Parece que você está tentando encontrar um equilíbrio na sua vida entre viver em Istambul e viajar, entre ser uma figura política e ser um artista... É isso?
Sim, tenho que fazer isso. Mas não sou um exilado. Quando tentam me rotular de exilado, digo que não, não sou um exilado, eu saio da Turquia por conta própria. Se quisesse, poderia viver aqui 365 dias por ano.
Mas viver em Nova York durante alguns semestres é bom, e viajar também é bom. Não quero me fazer de vítima. Talvez porque eu venha de uma cultura que nunca foi colonizada, nunca foi vitimada. Não gosto de me representar como vítima – nem de poderes internacionais, nem de um Estado turco. Estou de pé, feliz, vivendo, tendo prazer em escrever livros e por aí vai. É assim que eu olho para a minha vida.
E você não quer construir pontes?
Construir pontes é um clichê imposto sobre mim só porque sou turco, e, claro, a primeira coisa que todo mundo diz sobre a Turquia é que ela está entre o Oriente e o Ocidente. Mas, antes de ser uma ponte, você tem que entender a humanidade da cultura, suas sombras, pontos escuros, visões insensatas, suas esperanças para o futuro, seus momentos cotidianos, suas fraquezas, sua miséria.
Meu papel é enxergar isso, antes de declarar que "sou uma ponte" ou coisa parecida. Esse tipo de agenda ou representação política – eu não tenho isso. Sou essencialmente um ser literário, que escreve histórias. Sim, meus livros também têm um lado filosófico. Sou um ensaísta, faço julgamentos sobre culturas, política. Mas em primeiro lugar sou um contador de histórias, e principalmente de histórias sobre pessoas.
E agora você está trazendo uma nova história para a Feira do Livro de Frankfurt de 2008, chamada O Museu da Inocência. É um livro sobre o amor, uma bela história de amor, sobre Istambul, claro, e também sobre museus. Acho que é o primeiro romance da história da literatura a ter seu próprio museu...?

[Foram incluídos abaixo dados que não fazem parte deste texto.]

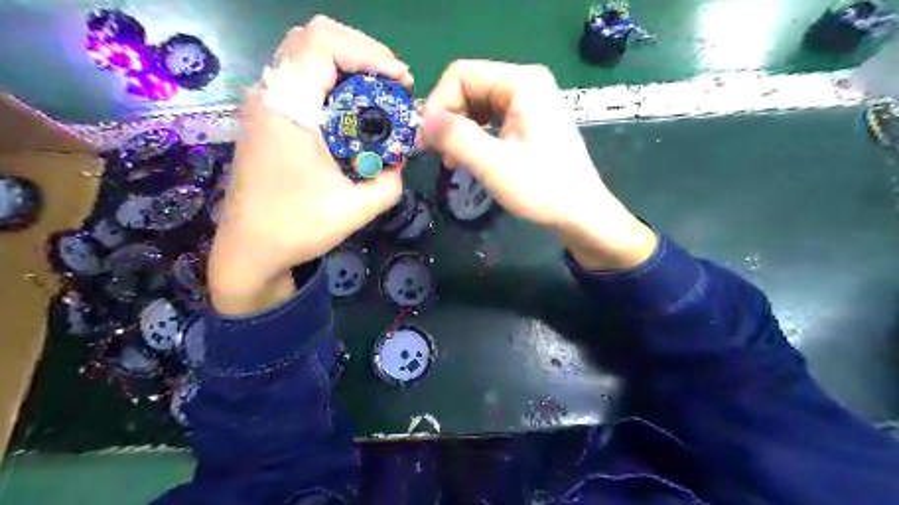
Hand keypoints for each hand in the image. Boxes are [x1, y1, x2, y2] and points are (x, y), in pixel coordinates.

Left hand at [209, 15, 411, 314]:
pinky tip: (355, 110)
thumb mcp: (357, 209)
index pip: (323, 44)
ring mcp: (264, 105)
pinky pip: (302, 79)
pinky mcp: (267, 118)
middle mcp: (269, 96)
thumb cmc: (297, 229)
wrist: (249, 251)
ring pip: (306, 55)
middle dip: (362, 52)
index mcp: (287, 110)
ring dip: (348, 65)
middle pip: (314, 38)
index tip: (400, 81)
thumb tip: (400, 161)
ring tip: (380, 92)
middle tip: (393, 82)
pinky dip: (333, 82)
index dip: (369, 52)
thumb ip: (390, 182)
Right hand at [422, 60, 653, 269]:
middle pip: (468, 87)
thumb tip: (424, 122)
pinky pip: (489, 119)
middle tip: (438, 153)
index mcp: (522, 82)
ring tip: (452, 160)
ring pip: (476, 104)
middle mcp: (526, 83)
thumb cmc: (543, 189)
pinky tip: (468, 158)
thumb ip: (456, 137)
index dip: (437, 104)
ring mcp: (529, 102)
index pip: (461, 74)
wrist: (580, 215)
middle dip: (447, 119)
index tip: (427, 141)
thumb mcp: (494, 164)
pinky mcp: (528, 121)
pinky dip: (473, 136)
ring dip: (458, 130)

Sim, O Museu da Inocência conta a história de amor de Kemal, uma pessoa da classe alta, uma pessoa ocasionalmente descrita como high-society. Ele tem 30 anos em 1975 e conta sobre sua paixão por uma parente distante – uma prima afastada, Fusun, que trabalha como vendedora numa loja e é lindíssima. Para compensar pelo fracasso em conquistar sua mão, ele coleciona tudo em que Fusun toca, e no fim faz um museu com os objetos que estão associados à sua história.

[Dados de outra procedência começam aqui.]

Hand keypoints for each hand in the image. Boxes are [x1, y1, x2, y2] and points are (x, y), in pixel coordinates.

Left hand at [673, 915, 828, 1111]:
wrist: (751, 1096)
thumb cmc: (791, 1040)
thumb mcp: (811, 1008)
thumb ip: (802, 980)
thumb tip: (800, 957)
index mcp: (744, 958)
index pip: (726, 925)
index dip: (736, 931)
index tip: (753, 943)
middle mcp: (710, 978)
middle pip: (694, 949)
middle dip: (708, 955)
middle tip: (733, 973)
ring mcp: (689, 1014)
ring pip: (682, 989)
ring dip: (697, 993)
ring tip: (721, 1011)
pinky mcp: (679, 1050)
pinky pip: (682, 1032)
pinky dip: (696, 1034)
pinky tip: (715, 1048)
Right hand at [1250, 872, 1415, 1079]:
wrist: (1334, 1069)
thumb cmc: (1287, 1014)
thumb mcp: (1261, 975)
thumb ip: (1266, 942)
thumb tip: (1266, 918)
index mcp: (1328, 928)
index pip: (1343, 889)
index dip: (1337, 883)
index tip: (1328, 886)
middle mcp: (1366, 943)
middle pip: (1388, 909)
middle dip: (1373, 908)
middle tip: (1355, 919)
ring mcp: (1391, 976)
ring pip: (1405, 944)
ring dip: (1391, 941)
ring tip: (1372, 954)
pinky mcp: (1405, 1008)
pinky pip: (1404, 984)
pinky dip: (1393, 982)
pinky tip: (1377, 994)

Meu "museu da inocência" é também um museu real, que procura reunir todos esses objetos. Eu venho colecionando coisas para esse museu há quase seis anos. Há dez anos, comprei uma casa, que na verdade é onde parte da história acontece, e transformei-a num museu. Então o "museu da inocência" é tanto um museu quanto um livro.
A apreciação do livro e a apreciação do "museu" são duas coisas completamente diferentes. O museu não é uma ilustração do livro, e o livro não é uma explicação do museu. Talvez eles sejam duas representações de uma mesma história.
E quando formos ao museu, poderemos reviver a história simplesmente vendo e tocando as pequenas coisas que aparecem no livro. É como uma memória vivida. E no fim seu herói diz que todos devem saber que ele viveu uma vida feliz. Você está vivendo uma vida feliz, Orhan Pamuk?
Estou vivendo uma vida muito feliz. Estou me dirigindo a leitores em 58 línguas, a milhões de leitores. Estou escrevendo meus livros do coração, sobre o que eu quero, e eles estão lendo. "Pode haver uma vida mais feliz?", eu pensava, quando tinha 25 anos e decidi largar a pintura para me tornar um escritor.
Às vezes eu penso que todas as minhas fantasias sobre fama e sucesso – que é mais do que eu esperava – foram satisfeitas. Devo confessar que sou um autor feliz.